You have probably learned an acronym for prayer at some point.
-ACTS: Adoration, Confession, Thanksgiving, and Supplication
-PRAY: Praise, Repentance, Ask, and Yield
-The HEART method: Honor God, Examine your life, Ask for help, Request for others, and Thank God
Prayer acronyms are helpful to guide and direct our prayers. Notice that each acronym contains the need to express gratitude at some point during a prayer. So often we run to God with our needs, our concerns for others, or because we simply know we should pray about something. How does our thanksgiving help us to pray?
When we include a time of gratitude, we remember who God is and all that God has done in the past. We cannot offer thanks to God unless we pause to be humbly grateful for his work in our lives.
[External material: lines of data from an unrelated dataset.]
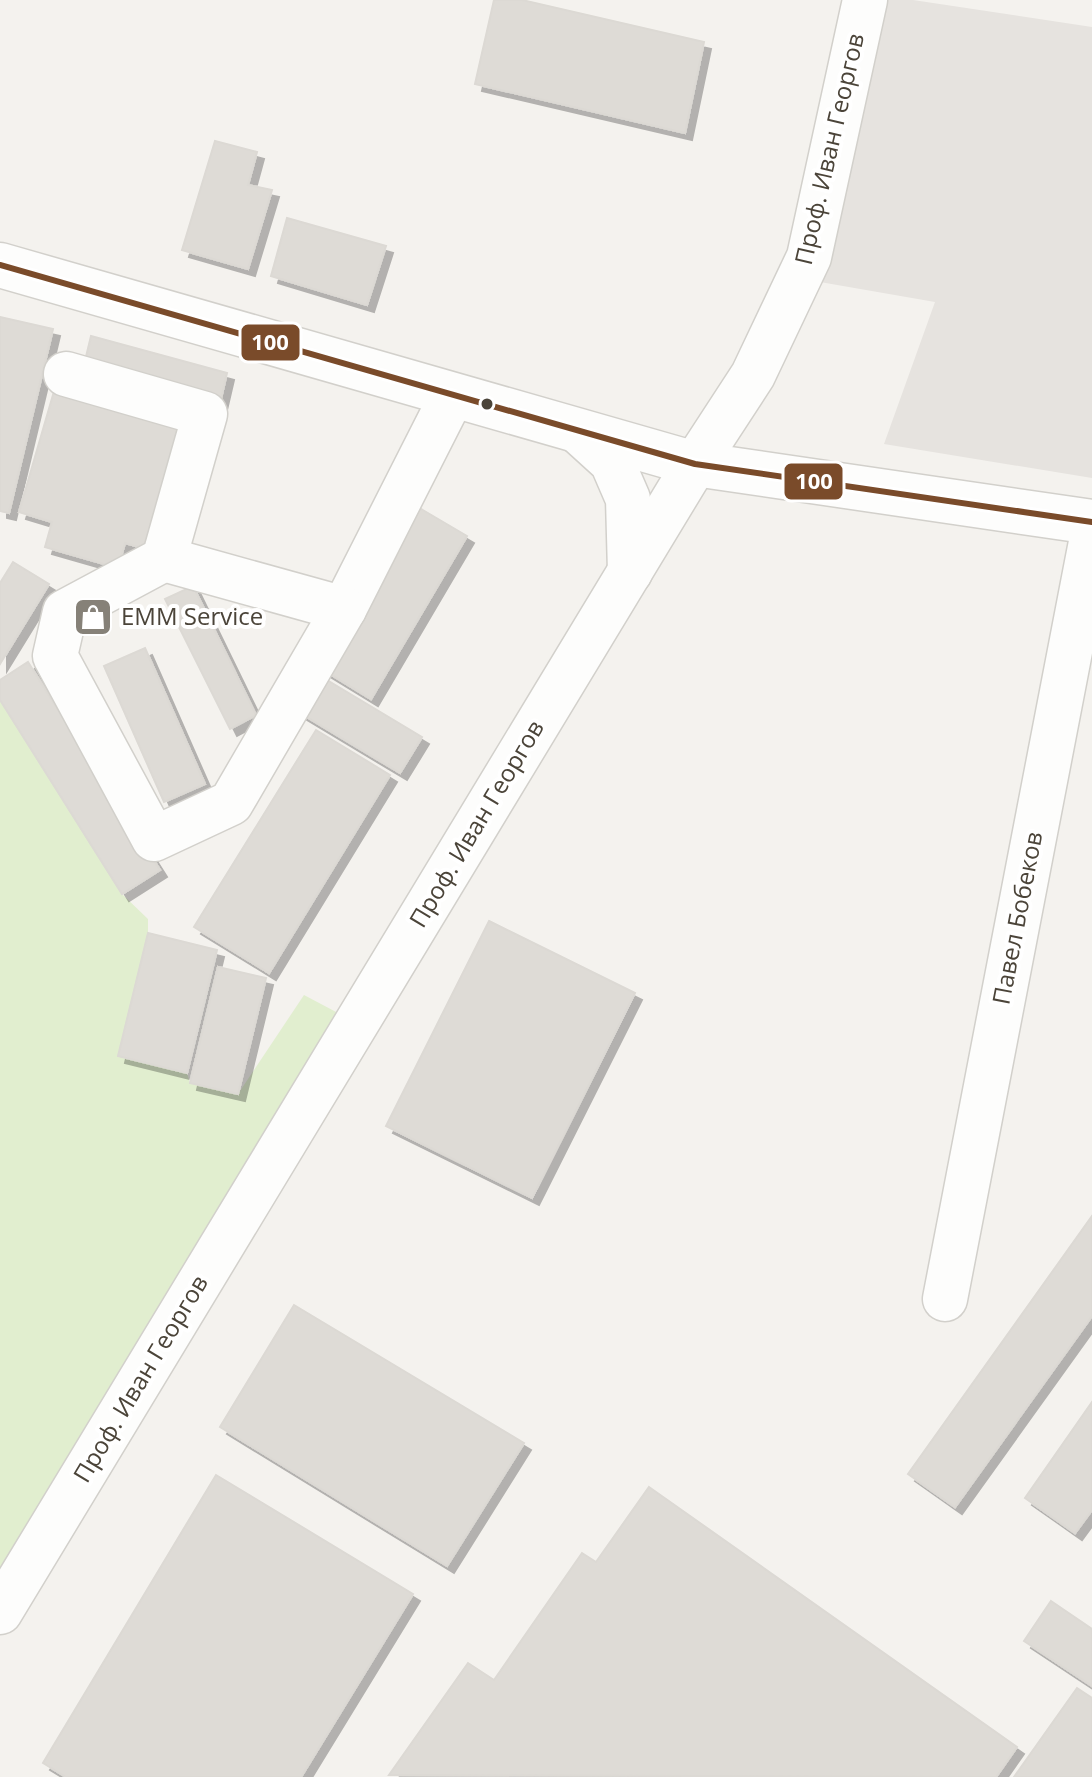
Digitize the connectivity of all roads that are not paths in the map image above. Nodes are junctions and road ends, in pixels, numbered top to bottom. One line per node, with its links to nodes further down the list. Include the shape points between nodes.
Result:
1 (865, 0): 6 (street, Проф. Иван Георгов, via 809,257 753,375)
2 (0, 265): 4 (street)
3 (66, 374): 9 (street, via 205,414)
4 (452, 396): 5 (street); 11 (street)
5 (577, 431): 6 (street); 10 (street, via 612,462 628,499)
6 (695, 464): 7 (street); 10 (street, Проф. Иван Георгов)
7 (1092, 522)
8 (1092, 537): 12 (street, Павел Бобеков)
9 (164, 559): 11 (street); 11 (street, via 65,612 55,656 154,839 231,803)
10 (630, 572): 13 (street, Проф. Иван Георгов)
11 (344, 609)
12 (945, 1299)
13 (0, 1612)

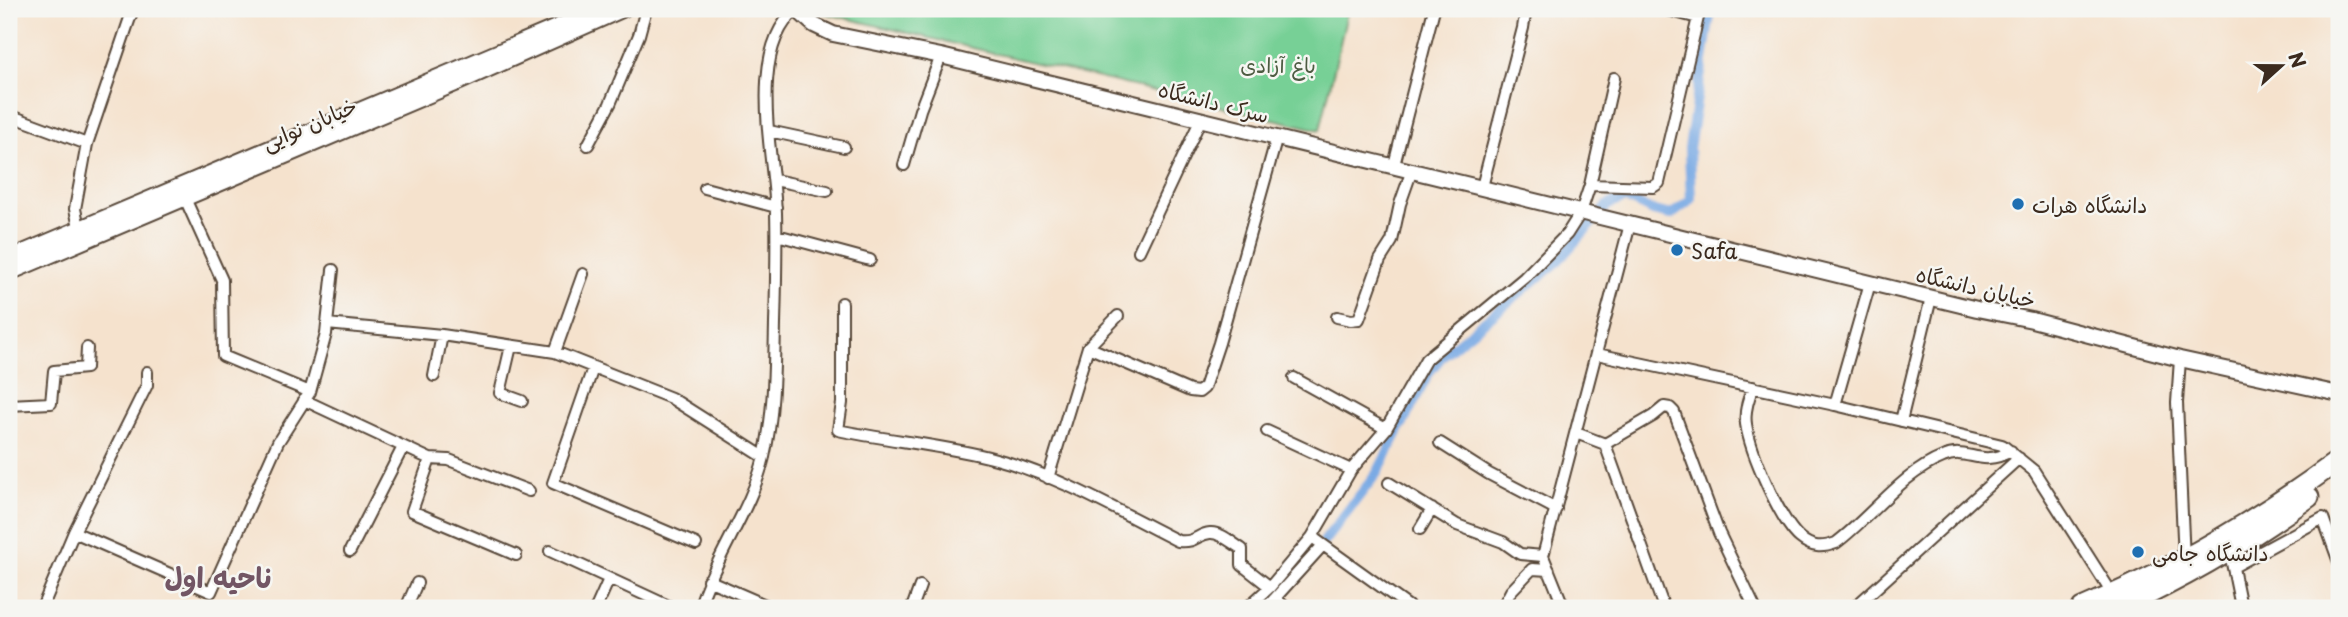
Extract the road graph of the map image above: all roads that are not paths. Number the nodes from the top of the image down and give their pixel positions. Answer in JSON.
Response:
{"nodes":[{"id":1,"x":133,"y":9,"type":"edge"},
{"id":2,"x":599,"y":9,"type":"edge"},
{"id":3,"x":624,"y":9,"type":"edge"},
{"id":4,"x":646,"y":9,"type":"edge"},
{"id":5,"x":796,"y":9,"type":"edge"},
{"id":6,"x":807,"y":9,"type":"edge"},
{"id":7,"x":1434,"y":9,"type":"edge"},
{"id":8,"x":1526,"y":9,"type":"edge"},
{"id":9,"x":1664,"y":9,"type":"edge"},
{"id":10,"x":1699,"y":13,"type":"edge"},
{"id":11,"x":814,"y":25,"type":"junction"},
{"id":12,"x":941,"y":56,"type":"junction"},
{"id":13,"x":1614,"y":78,"type":"dead end"},
{"id":14,"x":9,"y":115,"type":"edge"},
{"id":15,"x":1201,"y":119,"type":"junction"},
{"id":16,"x":769,"y":131,"type":"junction"},
{"id":17,"x":1277,"y":137,"type":"junction"},
{"id":18,"x":87,"y":144,"type":"junction"},
{"id":19,"x":588,"y":145,"type":"dead end"},
{"id":20,"x":844,"y":147,"type":"dead end"},
{"id":21,"x":904,"y":165,"type":"dead end"},
{"id":22,"x":1394,"y":166,"type":"junction"},
{"id":23,"x":1412,"y":170,"type":"junction"},
{"id":24,"x":775,"y":180,"type":"junction"},
{"id":25,"x":1590,"y":185,"type":"junction"},
{"id":26,"x":1482,"y":187,"type":"junction"},
{"id":27,"x":705,"y":188,"type":"dead end"},
{"id":28,"x":827,"y":191,"type":"dead end"},
{"id":29,"x":182,"y":192,"type":"junction"},
{"id":30,"x":776,"y":207,"type":"junction"},
{"id":31,"x":1592,"y":215,"type":"junction"},
{"id":32,"x":1630,"y":224,"type":"junction"},
{"id":33,"x":79,"y":227,"type":"junction"},
{"id":34,"x":777,"y":235,"type":"junction"},
{"id":35,"x":1139,"y":251,"type":"dead end"},
{"id":36,"x":9,"y":258,"type":"edge"},
{"id":37,"x":870,"y":260,"type":"dead end"},
{"id":38,"x":332,"y":270,"type":"dead end"},
{"id":39,"x":9,"y":273,"type":"edge"},
{"id":40,"x":583,"y":274,"type":"dead end"},
{"id":41,"x":1870,"y":283,"type":"junction"},
{"id":42,"x":1931,"y":298,"type":"junction"},
{"id":43,"x":842,"y":303,"type":"dead end"},
{"id":44,"x":1118,"y":316,"type":"dead end"},
{"id":45,"x":1337,"y":317,"type":"dead end"},
{"id":46,"x":327,"y":324,"type":"junction"},
{"id":47,"x":442,"y":335,"type":"junction"},
{"id":48,"x":511,"y":346,"type":"junction"},
{"id":49,"x":88,"y":348,"type":"dead end"},
{"id":50,"x":1088,"y":348,"type":"junction"},
{"id":51,"x":555,"y":352,"type":"junction"},
{"id":52,"x":1597,"y":354,"type":"junction"},
{"id":53,"x":2180,"y":359,"type":"junction"},
{"id":54,"x":593,"y":368,"type":"junction"},
{"id":55,"x":147,"y":372,"type":"dead end"},
{"id":56,"x":434,"y":376,"type":"dead end"},
{"id":57,"x":1294,"y":378,"type":"dead end"},
{"id":58,"x":1753,"y":387,"type":"junction"},
{"id":59,"x":2339,"y":394,"type":"edge"},
{"id":60,"x":307,"y":396,"type":"junction"},
{"id":61,"x":522,"y":401,"type":"dead end"},
{"id":62,"x":9,"y":405,"type":"edge"},
{"id":63,"x":1835,"y":405,"type":"junction"},
{"id":64,"x":1901,"y":421,"type":"junction"},
{"id":65,"x":1386,"y":429,"type":"junction"},
{"id":66,"x":1267,"y":431,"type":"dead end"},
{"id":67,"x":1576,"y":433,"type":"junction"},
{"id":68,"x":1440,"y":443,"type":"dead end"},
{"id":69,"x":1605,"y":444,"type":"junction"},
{"id":70,"x":403,"y":447,"type":"junction"},
{"id":71,"x":2015,"y":454,"type":"junction"},
{"id":72,"x":764,"y":457,"type":"junction"},
{"id":73,"x":430,"y":460,"type":"junction"},
{"id":74,"x":2339,"y":460,"type":"edge"},
{"id":75,"x":1352,"y":470,"type":"junction"},
{"id":76,"x":2339,"y":474,"type":"edge"},
{"id":77,"x":1048,"y":478,"type":"junction"},
{"id":78,"x":1389,"y":483,"type":"dead end"},
{"id":79,"x":528,"y":491,"type":"dead end"},
{"id":80,"x":1432,"y":509,"type":"junction"},
{"id":81,"x":1556,"y":509,"type":"junction"},
{"id":82,"x":1420,"y":529,"type":"dead end"},
{"id":83,"x":74,"y":532,"type":"junction"},
{"id":84,"x":1312,"y":537,"type":"junction"},
{"id":85,"x":696,"y":544,"type":"dead end"},
{"id":86,"x":1323,"y":545,"type":"junction"},
{"id":87,"x":350,"y":551,"type":"dead end"},
{"id":88,"x":550,"y":551,"type":"dead end"},
{"id":89,"x":516,"y":555,"type":"dead end"},
{"id":90,"x":1544,"y":556,"type":"junction"},
{"id":91,"x":2231,"y":559,"type":"junction"},
{"id":92,"x":2184,"y":560,"type":"junction"},
{"id":93,"x":2339,"y":562,"type":"edge"},
{"id":94,"x":1549,"y":570,"type":"junction"},
{"id":95,"x":609,"y":579,"type":"junction"},
{"id":96,"x":708,"y":580,"type":"junction"},
{"id":97,"x":417,"y":583,"type":"dead end"},
{"id":98,"x":920,"y":586,"type":"dead end"},
{"id":99,"x":1270,"y":587,"type":"junction"},
{"id":100,"x":1275,"y":598,"type":"junction"},
{"id":101,"x":2116,"y":602,"type":"edge"},
{"id":102,"x":1408,"y":606,"type":"dead end"},
{"id":103,"x":41,"y":608,"type":"edge"},
{"id":104,"x":406,"y":608,"type":"edge"},
{"id":105,"x":596,"y":608,"type":"edge"},
{"id":106,"x":673,"y":608,"type":"edge"},
{"id":107,"x":699,"y":608,"type":"edge"},
{"id":108,"x":772,"y":608,"type":"edge"},
{"id":109,"x":912,"y":608,"type":"edge"},
{"id":110,"x":1247,"y":608,"type":"edge"},
{"id":111,"x":1266,"y":608,"type":"edge"},
{"id":112,"x":1286,"y":608,"type":"edge"},
{"id":113,"x":1502,"y":608,"type":"edge"},
{"id":114,"x":1564,"y":608,"type":"edge"},
{"id":115,"x":1664,"y":608,"type":"edge"},
{"id":116,"x":1755,"y":608,"type":"edge"},
{"id":117,"x":1854,"y":608,"type":"edge"},
{"id":118,"x":2082,"y":608,"type":"edge"},
{"id":119,"x":2239,"y":608,"type":"edge"}],
"edges":[{"from":1,"to":18,"type":"street"},
{"from":2,"to":29,"type":"street","name":"خیابان نوایی"},
{"from":3,"to":29,"type":"street","name":"خیابان نوایی"},
{"from":4,"to":19,"type":"street"},
{"from":5,"to":11,"type":"street","name":"سرک دانشگاه"},
{"from":5,"to":16,"type":"street"},
{"from":6,"to":11,"type":"street"},
{"from":7,"to":22,"type":"street"},
{"from":8,"to":26,"type":"street"},
{"from":9,"to":10,"type":"street"},
{"from":10,"to":25,"type":"street"},
{"from":11,"to":12,"type":"street","name":"سرک دانشگاه"},
{"from":12,"to":15,"type":"street","name":"سرک دانشگاه"},
{"from":12,"to":21,"type":"street"},
{"from":13,"to":25,"type":"street"},
{"from":14,"to":18,"type":"street"},
{"from":15,"to":17,"type":"street","name":"سرک دانشگاه"},
{"from":15,"to":35,"type":"street"},
{"from":16,"to":20,"type":"street"},
{"from":16,"to":24,"type":"street"},
{"from":17,"to":22,"type":"street","name":"سرک دانشگاه"},
{"from":17,"to":50,"type":"street"},
{"from":18,"to":33,"type":"street"},
{"from":22,"to":23,"type":"street","name":"سرک دانشگاه"},
{"from":23,"to":26,"type":"street","name":"سرک دانشگاه"},
{"from":23,"to":45,"type":"street"},
{"from":24,"to":28,"type":"street"},
{"from":24,"to":30,"type":"street"},
{"from":25,"to":31,"type":"street"},
{"from":26,"to":31,"type":"street","name":"سرک دانشگاه"},
{"from":27,"to":30,"type":"street"},
{"from":29,"to":33,"type":"street","name":"خیابان نوایی"},
{"from":29,"to":39,"type":"street","name":"خیابان نوایی"},
{"from":29,"to":60,"type":"street"},
{"from":30,"to":34,"type":"street"},
{"from":31,"to":32,"type":"street","name":"خیابان دانشگاه"},
{"from":31,"to":65,"type":"street"},
{"from":32,"to":41,"type":"street","name":"خیابان دانشگاه"},
{"from":32,"to":52,"type":"street"},
{"from":33,"to":36,"type":"street","name":"خیابان نوایی"},
{"from":34,"to":37,"type":"street"},
{"from":34,"to":72,"type":"street"},
{"from":38,"to":46,"type":"street"},
{"from":40,"to":51,"type":"street"},
{"from":41,"to":42,"type":"street","name":"خیابان دانشگاه"},
{"from":41,"to":63,"type":"street"},
{"from":42,"to":53,"type":"street","name":"خیابان دانشگاه"},
{"from":42,"to":64,"type":"street"},
{"from":43,"to":77,"type":"street"},
{"from":44,"to":50,"type":"street"},
{"from":46,"to":47,"type":"street"},
{"from":46,"to":60,"type":"street"},
{"from":47,"to":48,"type":"street"},
{"from":47,"to":56,"type":"street"},
{"from":48,"to":51,"type":"street"},
{"from":48,"to":61,"type":"street"},
{"from":49,"to":62,"type":"street"},
{"from":50,"to":77,"type":"street"},
{"from":51,"to":54,"type":"street"},
{"from":52,"to":58,"type":"street"},
{"from":52,"to":67,"type":"street"},
{"from":53,"to":59,"type":"street","name":"خیابان دانشگاه"},
{"from":53,"to":92,"type":"street"},
{"from":54,"to":72,"type":"street"},
{"from":54,"to":85,"type":"street"},
{"from":55,"to":83,"type":"street"},
{"from":57,"to":65,"type":"street"},
{"from":58,"to":63,"type":"street"},
{"from":58,"to":71,"type":"street"},
{"from":60,"to":70,"type":"street"},
{"from":60,"to":83,"type":"street"},
{"from":63,"to":64,"type":"street"},
{"from":64,"to":71,"type":"street"},
{"from":65,"to":75,"type":"street"},
{"from":66,"to":75,"type":"street"},
{"from":67,"to":69,"type":"street"},
{"from":67,"to":81,"type":"street"},
{"from":68,"to":81,"type":"street"},
{"from":69,"to":115,"type":"street"},
{"from":69,"to":116,"type":"street"},
{"from":70,"to":73,"type":"street"},
{"from":70,"to":87,"type":"street"},
{"from":71,"to":101,"type":"street"},
{"from":71,"to":117,"type":"street"},
{"from":72,"to":96,"type":"street"},
{"from":73,"to":79,"type":"street"},
{"from":73,"to":89,"type":"street"},
{"from":74,"to":92,"type":"highway"},
{"from":75,"to":84,"type":"street"},
{"from":76,"to":91,"type":"highway"},
{"from":77,"to":99,"type":"street"},
{"from":78,"to":80,"type":"street"},
{"from":80,"to":82,"type":"street"},
{"from":80,"to":90,"type":"street"},
{"from":81,"to":90,"type":"street"},
{"from":83,"to":103,"type":"street"},
{"from":84,"to":86,"type":"street"},
{"from":84,"to":99,"type":"street"},
{"from":86,"to":100,"type":"street"},
{"from":86,"to":102,"type":"street"},
{"from":88,"to":95,"type":"street"},
{"from":90,"to":94,"type":"street"},
{"from":91,"to":93,"type":"street"},
{"from":91,"to":101,"type":"highway"},
{"from":91,"to":119,"type":"street"},
{"from":92,"to":101,"type":"highway"},
{"from":94,"to":113,"type":"street"},
{"from":94,"to":114,"type":"street"},
{"from":95,"to":105,"type":"street"},
{"from":95,"to":106,"type":"street"},
{"from":96,"to":107,"type":"street"},
{"from":96,"to":108,"type":"street"},
{"from":97,"to":104,"type":"street"},
{"from":98,"to":109,"type":"street"},
{"from":99,"to":110,"type":"street"},
{"from":100,"to":111,"type":"street"},
{"from":100,"to":112,"type":"street"},
{"from":101,"to":118,"type":"highway"}]}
When our thoughts of praise and thanksgiving begin our prayers, we will often pray with a holy perspective.
We might pray with confidence because we have realized all that God has already done in our lives. We may be more able to trust a loved one to our God who loves them perfectly.
Our gratitude will cause us to remember how God has worked in the past and help us to see God at work in the present. We can miss our answers from God if we don’t stop to offer our thanks for the prayers he has already answered in our lives.
Paul urged Timothy to pray for others, reminding him to pray with thanksgiving. Wisdom is offering our gratitude to God. That prayer can begin with the words we often sing, “Praise God from whom all blessings flow.” Or, “To God be the glory, great things he has done!”